1 Introduction

Let \(I\subset {\mathbb {R}}\) be an interval. Assume that \(n\geqslant 2\) and \(x=(x_1,\dots ,x_n)\), \(y=(y_1,\dots ,y_n)\in I^{n}\). Following Schur (cf. e.g. [7, 12]) we say that xis majorized byy, and write \(x \preccurlyeq y\), if there exists a doubly stochastic \(n\times n\) matrix P (ie. a matrix containing nonnegative elements with all rows and columns summing up to 1) such that \(x=y\cdot P\). The notion of majorization arises in a variety of contexts. It has a deep background in economics. Issues concerning the measurment of income inequality, the distribution of wealth in a population (the Lotenz curve) or the Dalton principle of income transfer, are examples of its historical origins. Majorization arises naturally in many mathematical problems, especially in group theory and algebra. It is also useful in certain physical and chemical contexts. The terms: x is more mixed (chaotic, disordered) than y are directly related to majorization and can be expressed as \(x \preccurlyeq y\) (see [7] for details).

A function \(F:I^{n}\rightarrow {\mathbb {R}}\) is said to be Schur-convex if \(F(x)\leqslant F(y)\) whenever \(x \preccurlyeq y\), for \(x,y\in I^{n}\).

It is known, by the classical Schur theorem [12] that if a function \(f:I\rightarrow {\mathbb {R}}\) is convex then it generates Schur-convex sums, that is the function \(F:I^{n}\rightarrow {\mathbb {R}}\) defined by

$$\begin{aligned} F(x)=F(x_1,\dots ,x_n)=f(x_1)+\dots +f(x_n) \end{aligned}$$

is Schur-convex. It is also known that the convexity of f is a sufficient but not necessary condition under which F is Schur-convex.
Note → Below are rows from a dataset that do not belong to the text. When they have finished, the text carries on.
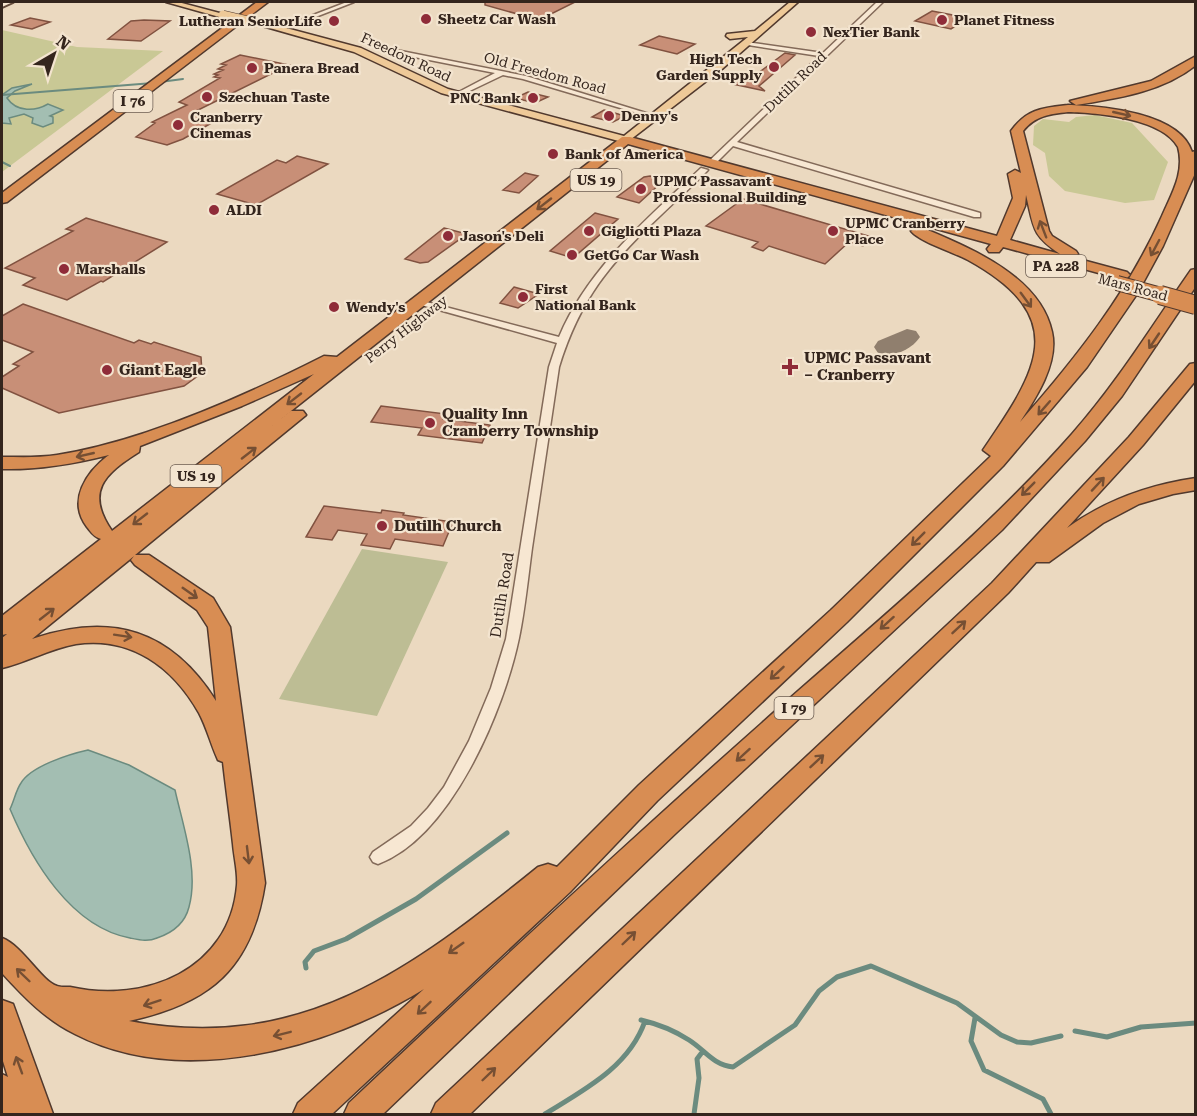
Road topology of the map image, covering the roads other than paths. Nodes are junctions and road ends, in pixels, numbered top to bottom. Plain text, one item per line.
1 (9, 2) edge
2 (170, 2) edge
3 (254, 2) edge
4 (263, 2) edge
5 (351, 2) edge
6 (794, 2) edge
7 (880, 2) edge
8 (806, 3) edge
9 (2, 5) edge
10 (780, 28) dead end
11 (280, 29) junction
12 (760, 33) junction
13 (772, 35) dead end
14 (730, 36) dead end
15 (750, 42) junction
16 (763, 44) junction
17 (391, 51) dead end
18 (823, 55) junction
19 (748, 57) dead end
20 (1196, 59) edge
21 (503, 72) junction
22 (729, 73) dead end
23 (714, 86) dead end
24 (454, 96) junction
25 (656, 117) junction
26 (642, 139) junction
27 (731, 143) junction
28 (1196, 155) edge
29 (46, 157) junction
30 (707, 166) junction
31 (2, 183) edge
32 (2, 190) edge
33 (1180, 195) junction
34 (2, 199) edge
35 (977, 215) dead end
36 (907, 226) junction
37 (1006, 227) junction
38 (961, 231) junction
39 (998, 246) junction
40 (1196, 273) edge
41 (1115, 277) junction
42 (1196, 296) edge
43 (430, 302) junction
44 (1196, 305) edge
45 (390, 325) junction
46 (561, 341) junction
47 (1196, 368) edge
48 (181, 424) junction
49 (2, 463) edge
50 (1196, 484) edge
51 (959, 497) junction
52 (103, 533) dead end
53 (142, 560) dead end
54 (1000, 588) junction
55 (2, 627) edge
56 (2, 650) edge
57 (2, 660) edge
58 (648, 793) junction
59 (241, 796) junction
60 (378, 857) dead end
61 (2, 952) edge
62 (47, 995) junction
63 (2, 1015) edge
64 (2, 1090) edge
65 (10, 1114) edge
66 (37, 1114) edge
67 (309, 1114) edge
68 (360, 1114) edge
69 (447, 1114) edge

1 - 9 street
2 - 11 main road, Freedom Road, bridge
3 - 29 highway, I 76
4 - 34 highway, I 76
5 - 11 street
6 - 12 main road, Perry Highway / US 19
7 - 18 street, Dutilh Road
8 - 10 main road
11 - 24 main road, Freedom Road
12 - 14 main road
12 - 15 main road, Perry Highway / US 19
13 - 16 main road
15 - 16 street
15 - 25 main road, Perry Highway / US 19
16 - 18 street
16 - 19 main road
17 - 21 street, Old Freedom Road
18 - 27 street, Dutilh Road
20 - 37 highway
21 - 24 street
21 - 25 street, Old Freedom Road
22 - 23 main road
24 - 26 main road, Freedom Road
25 - 26 main road, Perry Highway / US 19
26 - 30 highway, Mars Road / PA 228
26 - 43 highway, Perry Highway / US 19
27 - 30 street, Dutilh Road
27 - 35 street
28 - 33 highway
29 - 31 highway
29 - 32 highway, I 76
30 - 36 highway, Mars Road / PA 228
30 - 38 highway, Mars Road / PA 228
30 - 46 street, Dutilh Road
41 -> 33 highway
33 -> 51 highway
36 - 39 highway, Mars Road / PA 228
36 -> 51 highway
37 - 38 highway
37 - 39 highway
38 - 39 highway, Mars Road / PA 228
39 - 41 highway, Mars Road / PA 228
40 -> 68 highway, I 79
41 - 42 highway, Mars Road / PA 228
41 - 44 highway, Mars Road / PA 228, bridge
43 - 45 highway, Perry Highway / US 19
43 - 46 street
56 -> 43 highway, Perry Highway / US 19
45 - 48 highway
45 -> 55 highway, Perry Highway / US 19
46 - 60 street, Dutilh Road
54 -> 47 highway
48 -> 49 highway
48 - 52 highway
50 - 54 highway
51 -> 58 highway
53 -> 59 highway
69 -> 54 highway
57 -> 59 highway
58 -> 62 highway
58 -> 67 highway
59 -> 62 highway
62 -> 61 highway
66 -> 63 highway
64 - 65 highway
A full characterization of functions generating Schur-convex sums was given by Ng [8]. Namely, he proved that F is Schur-convex if and only if the generating function f is Wright-convex. Similar results connected with strong convexity was obtained by Nikodem, Rajba and Wa̧sowicz in [11] (cf. also [1]).

In this note we introduce the notion of Schur-convex stochastic processes and we present some counterparts of the results mentioned above for stochastic processes.

Let \((\Omega , {\mathcal {A}}, P)\) be an arbitrary probability space and \(I\subset {\mathbb {R}}\) be an interval. A function \(A:\Omega \rightarrow {\mathbb {R}}\) is called a random variable if it is \({\mathcal {A}}\)-measurable. A function \(X:I\times \Omega \rightarrow {\mathbb {R}}\) is called a stochastic process if for every \(t\in I\) the function \(X(t,\cdot )\) is a random variable.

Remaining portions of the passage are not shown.